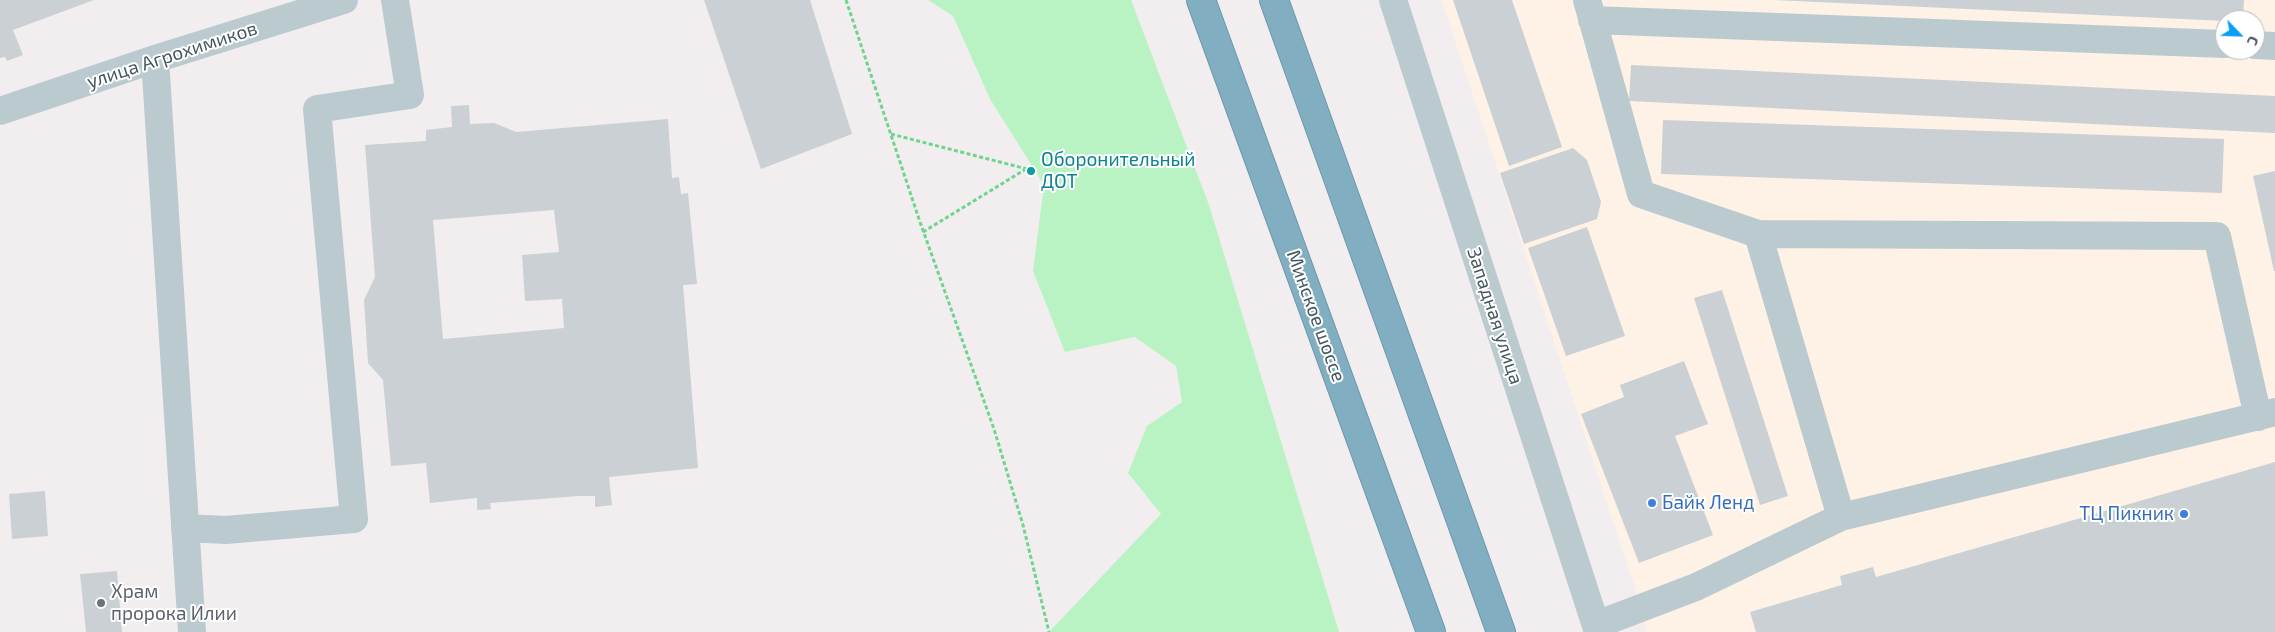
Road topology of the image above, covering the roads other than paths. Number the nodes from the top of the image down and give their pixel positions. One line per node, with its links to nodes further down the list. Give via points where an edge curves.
1 (344, 0): 8 (street, улица Агрохимиков)
2 (395, 0): 13 (street, via 410,95 317,109 354,519 226,530)
3 (1201, 0): 16 (highway, Минское шоссе)
4 (1274, 0): 17 (highway)
5 (1393, 0): 14 (street, Западная улица)
6 (1589, 10): 7 (street); 10 (street, via 1640,194)
7 (2215, 43)
8 (154, 60): 9 (street, улица Агрохимиков); 13 (street)
9 (0, 112)
10 (1758, 234): 11 (street, via 2217,236); 12 (street)
11 (2267, 415): 12 (street)
12 (1841, 517): 14 (street, via 1696,588)
13 (185, 528): 15 (street)
14 (1597, 629)
15 (192, 632)
16 (1431, 632)
17 (1501, 632)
------------
**Task directions**.
Leave the pictures behind and repeat each entry exactly.

**Written answer**.
Road topology of the image above, covering the roads other than paths. Number the nodes from the top of the image down and give their pixel positions. One line per node, with its links to nodes further down the list. Give via points where an edge curves.
1 (344, 0): 8 (street, улица Агрохимиков)
2 (395, 0): 13 (street, via 410,95 317,109 354,519 226,530)
3 (1201, 0): 16 (highway, Минское шоссе)
4 (1274, 0): 17 (highway)
5 (1393, 0): 14 (street, Западная улица)
6 (1589, 10): 7 (street); 10 (street, via 1640,194)
7 (2215, 43)
8 (154, 60): 9 (street, улица Агрохимиков); 13 (street)
9 (0, 112)
10 (1758, 234): 11 (street, via 2217,236); 12 (street)
11 (2267, 415): 12 (street)
12 (1841, 517): 14 (street, via 1696,588)
13 (185, 528): 15 (street)
14 (1597, 629)
15 (192, 632)
16 (1431, 632)
17 (1501, 632)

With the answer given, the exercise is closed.